2020-07-27

Un antecedente trágico en Catedral por una avalancha

En el invierno de 2000, dos operarios de la empresa concesionaria Robles Catedral que tenía a su cargo la explotación en la ladera sur de la montaña, murieron producto de una avalancha.

El accidente ocurrió el primer día de julio de ese año y derivó en una demanda judicial a la empresa debido a que, según se comprobó, no existían las medidas de seguridad necesarias para garantizar la integridad física de los operarios.

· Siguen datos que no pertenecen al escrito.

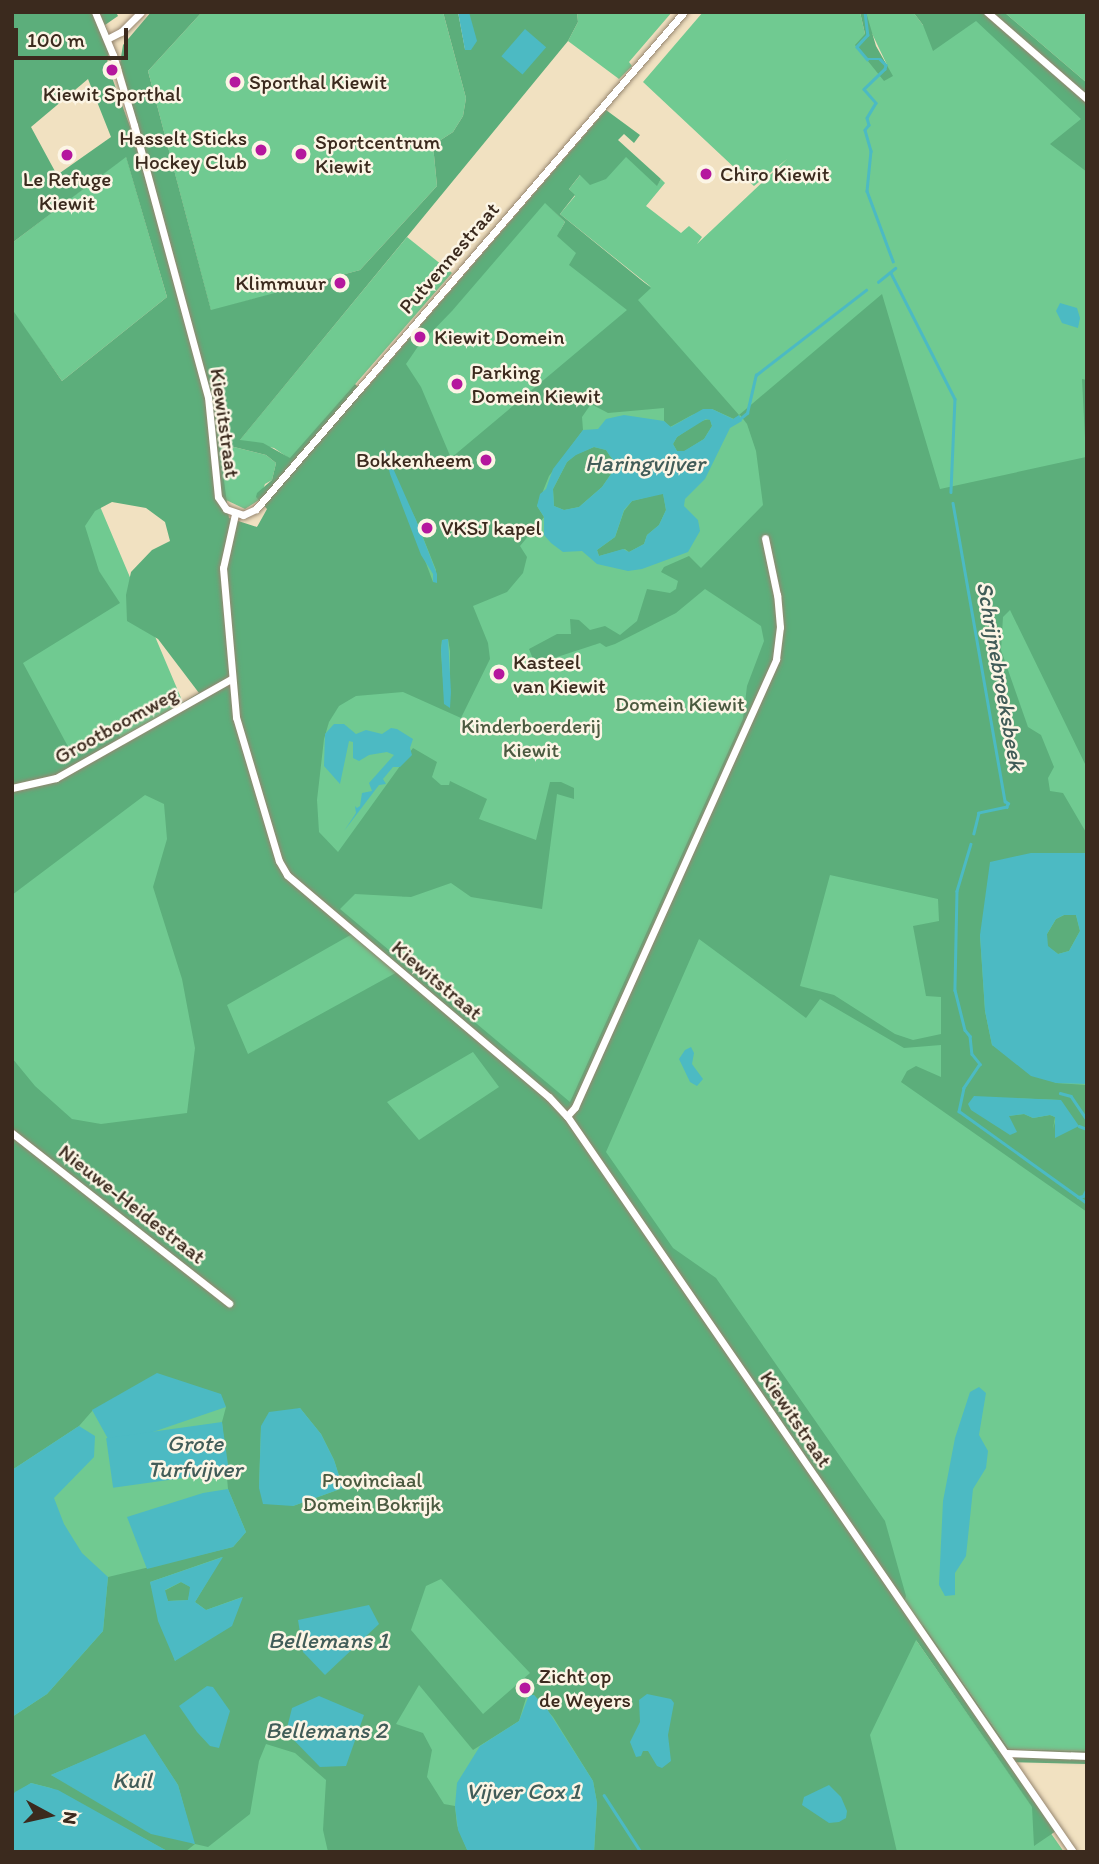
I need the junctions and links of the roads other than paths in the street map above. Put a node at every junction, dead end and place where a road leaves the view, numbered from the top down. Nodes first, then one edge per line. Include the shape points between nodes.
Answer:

El hecho se produjo durante la madrugada de una jornada en la que se registró una intensa nevada en la montaña y los operarios realizaban tareas de control para adecuar las pistas para la actividad.

El desplazamiento de una gran cantidad de nieve arrastró las dos máquinas pisapistas que utilizaban para adecuar el terreno. Las maquinarias quedaron destruidas.

Los rescatistas encontraron a ambos operarios aunque uno de ellos -Ariel Díaz- había fallecido producto de la obstrucción de las vía respiratorias.

Uno de los cuestionamientos de esa jornada fue la demora del inicio de las tareas de rescate, que comenzaron cerca de siete horas más tarde. Rodolfo Salinas, el otro operario, fue encontrado con vida pero con graves lesiones y murió poco después.

De acuerdo a las investigaciones que se realizaron, el accidente ocurrió cerca de las 3.30 de la mañana cuando ambos conducían los pisapistas en una parte alta de la montaña.

Tal como ocurrió en el accidente de este lunes, el riesgo era latente debido a las intensas precipitaciones de nieve que se habían registrado las horas anteriores.

El movimiento de nieve fue causado por el trabajo de las maquinarias, motivo por el que en la demanda que se inició se comprobó que no existían las medidas de seguridad óptimas para dicha actividad.